Pendant des décennies, nous avons échoué à contrer le raisonnement communément admis selon lequel on ne peut extraire du charbon sans générer de la silice. Nous sommes ensuite parvenus à démontrer que les houillères n’avaient pas respecté les mesures de sécurité qu’elles avaient elles-mêmes mises en place.

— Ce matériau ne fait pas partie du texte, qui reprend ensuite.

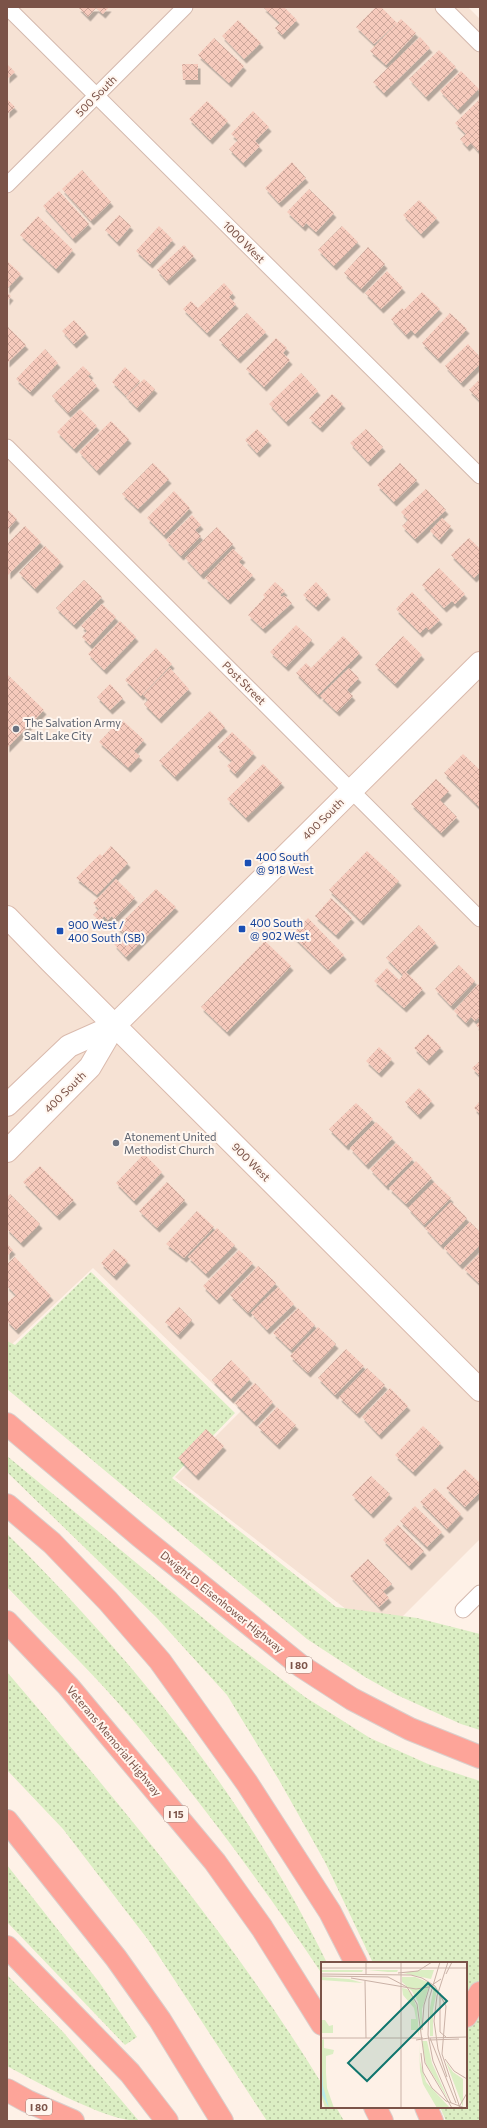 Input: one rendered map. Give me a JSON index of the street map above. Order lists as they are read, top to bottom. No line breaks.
{"streets":{"highway":["Dwight D. Eisenhower Highway","I 80","Veterans Memorial Highway","I 15"],"main road":["400 South","900 West"],"street":["500 South","1000 West","Post Street"]},"crossings":[["500 South","1000 West"],["Post Street","400 South"],["400 South","900 West"]],"places":{"other":["The Salvation Army Salt Lake City","Atonement United Methodist Church"],"transit":["400 South @ 918 West","400 South @ 902 West","900 West / 400 South (SB)"]}}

Mais chaque dossier constitue un gros travail, car les mineurs ont exercé à des époques différentes, dans différents puits et à différentes tâches.
Michel Ledoux, avocat parisien spécialisé en santé et sécurité au travail
L’enjeu de la reconnaissance
De nouvelles batailles se profilent pour faire reconnaître le lien entre produits toxiques et cancers du rein, de la peau, du sang ou de la vessie et inscrire ces pathologies sur les listes de maladies professionnelles.
Ces sommes considérables indemnisant les maladies sont payées par les entreprises cotisant à la branche AT-MP du régime général . Le Fonds d’indemnisation des victimes de l’amiante ( Fiva ) intervient en cas de faute inexcusable.
Le dossier des mines est moins spectaculaire que celui de l’amiante, mais elles ont causé d’énormes dégâts que nous continuons à payer aujourd’hui.
Lucien Privet, médecin expert et auteur, en 1986, d'une thèse sur les conditions de travail et de santé dans les mines de Lorraine
Les anciens mineurs lorrains militent aujourd’hui pour la reconnaissance morale et l’indemnisation financière de conditions de travail d’une dangerosité et d’une toxicité sans équivalent.
Dans un bassin dialectophone isolé et paupérisé, leur cause n’a trouvé que peu de relais politiques. Mais les anciens mineurs investis dans la lutte sont encore assez jeunes et ont acquis d’impressionnantes compétences en droit, en médecine et en sociologie. Motivés par la question : « Si on ne se bat pas aujourd’hui, qui défendra nos veuves ? », ils démontrent une détermination sans faille.